Currently Being ModeratedDec 9, 2013 11:55 AM (in response to escape69)
This explanation on Wikipedia answers why there are so few 8.5GB RW discs available, but I still hope for answers to the three questions above.
"A specification for dual-layer DVD-/+RW discs with a capacity of 8.5 GB (8,500,000 bytes) was approved by the DVD Forum. However, manufacturing support for rewritable dual-layer discs did not materialize due to costs and expected competition from newer and higher-capacity formats like Blu-ray and HD DVD."
Currently Being ModeratedDec 9, 2013 3:19 PM (in response to escape69)
Why do you feel you need read/write media? You have to delete them to use them again, you can't just add to them.
Video DVDs do not care about file size, just length:
iDVD encoding settings:
Best Performance is for videos of up to 60 minutes
Best Quality is for videos of up to 120 minutes
Professional Quality is also for up to 120 minutes but even higher quality (and takes much longer)
That was for single-layer DVDs.
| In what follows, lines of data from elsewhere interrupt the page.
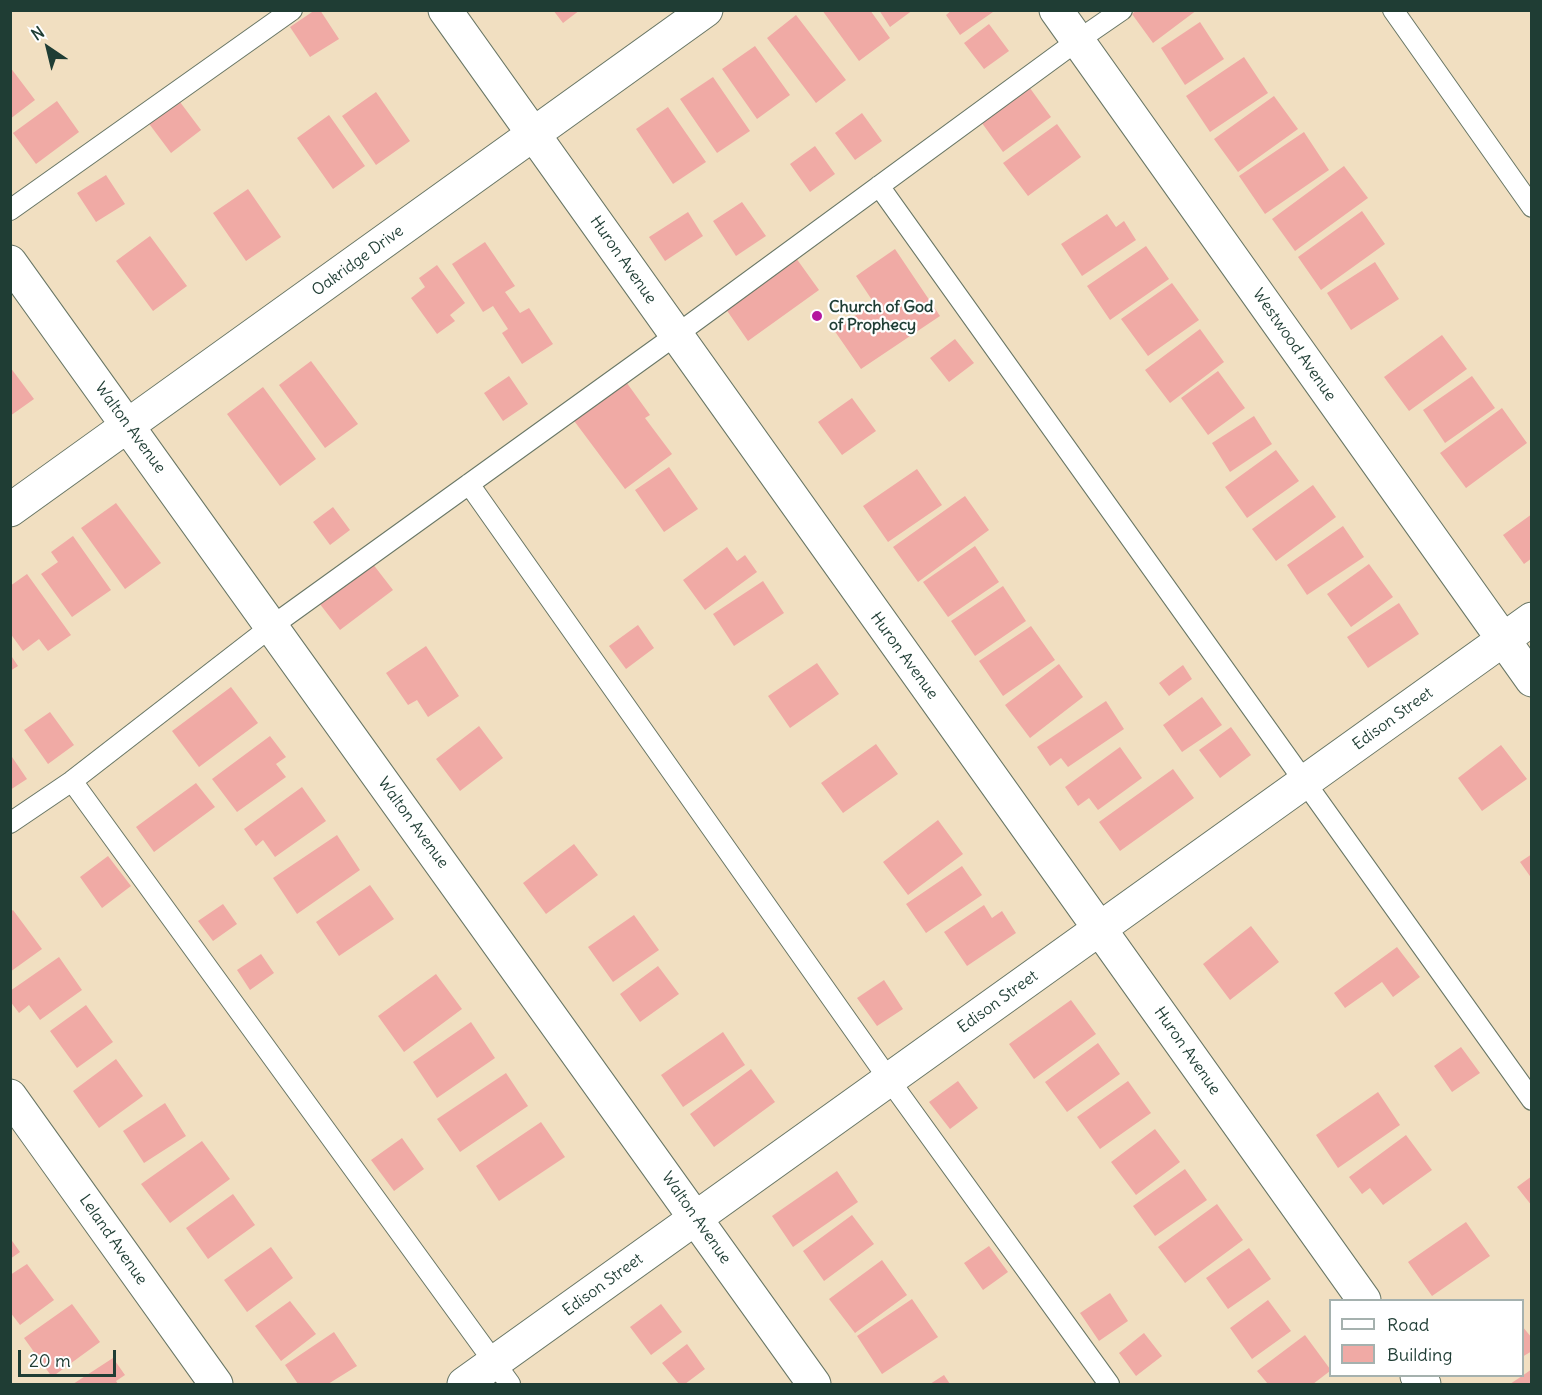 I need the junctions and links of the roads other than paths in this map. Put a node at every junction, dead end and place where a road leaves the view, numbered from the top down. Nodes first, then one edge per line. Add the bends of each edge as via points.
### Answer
1 (292, 10) edge
2 (445, 10) edge
3 (706, 10) edge
4 (1056, 10) edge
5 (1122, 10) edge
6 (1393, 10) edge
7 (1077, 41) junction
8 (534, 135) junction
9 (879, 186) junction
10 (1532, 207) edge
11 (10, 210) edge
12 (10, 262) edge
13 (676, 335) junction
14 (128, 426) junction
15 (469, 484) junction
16 (10, 510) edge
17 (1532, 619) edge
18 (272, 626) junction
19 (1503, 640) junction
20 (1532, 680) edge
21 (72, 781) junction
22 (1306, 783) junction
23 (10, 823) edge
24 (1100, 928) junction
25 (890, 1081) junction
26 (10, 1096) edge
27 (1532, 1100) edge
28 (696, 1218) junction
29 (1363, 1299) edge
30 (502, 1374) edge
31 (216, 1384) edge
32 (464, 1384) edge
33 (814, 1384) edge
34 (1109, 1384) edge

1 - 11 lane
2 - 8 street, Huron Avenue
3 - 8 street, Oakridge Drive
4 - 7 street, Westwood Avenue
5 - 7 lane
6 - 10 lane
7 - 9 lane
7 - 19 street, Westwood Avenue
8 - 13 street, Huron Avenue
8 - 14 street, Oakridge Drive
9 - 13 lane
9 - 22 lane
12 - 14 street, Walton Avenue
13 - 15 lane
13 - 24 street, Huron Avenue
14 - 16 street, Oakridge Drive
14 - 18 street, Walton Avenue
15 - 18 lane
15 - 25 lane
17 - 19 street, Edison Street
18 - 21 lane
18 - 28 street, Walton Avenue
19 - 20 street, Westwood Avenue
19 - 22 street, Edison Street
21 - 23 lane
21 - 30 lane
22 - 24 street, Edison Street
22 - 27 lane
24 - 25 street, Edison Street
24 - 29 street, Huron Avenue
25 - 28 street, Edison Street
25 - 34 lane
26 - 31 street, Leland Avenue
28 - 30 street, Edison Street
28 - 33 street, Walton Avenue
30 - 32 street, Edison Street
Double these numbers for dual-layer DVDs.
Professional Quality: The Professional Quality option uses advanced two-pass technology to encode your video (The first pass determines which parts of the movie can be given greater compresson without quality loss and which parts can’t. The second pass then encodes those different parts accordingly) , resulting in the best quality of video possible on your burned DVD. You can select this option regardless of your project’s duration (up to 2 hours of video for a single-layer disc and 4 hours for a double-layer disc). Because Professional Quality encoding is time-consuming (requiring about twice as much time to encode a project as the High Quality option, for example) choose it only if you are not concerned about the time taken.
In both cases the maximum length includes titles, transitions and effects etc. Allow about 15 minutes for these.
You can use the amount of video in your project as a rough determination of which method to choose. If your project has an hour or less of video (for a single-layer disc), choose Best Performance. If it has between 1 and 2 hours of video (for a single-layer disc), choose High Quality. If you want the best possible encoding quality for projects that are up to 2 hours (for a single-layer disc), choose Professional Quality. This option takes about twice as long as the High Quality option, so select it only if time is not an issue for you.
Use the Capacity meter in the Project Info window (choose Project > Project Info) to determine how many minutes of video your project contains.
NOTE: With the Best Performance setting, you can turn background encoding off by choosing Advanced > “Encode in Background.” The checkmark is removed to show it’s no longer selected. Turning off background encoding can help performance if your system seems sluggish.
And whilst checking these settings in iDVD Preferences, make sure that the settings for NTSC/PAL and DV/DV Widescreen are also what you want.
Currently Being ModeratedDec 9, 2013 3:40 PM (in response to Klaus1)
Thanks, Klause1. That makes Rs sound more practical than RWs except for storage of a variety of file types.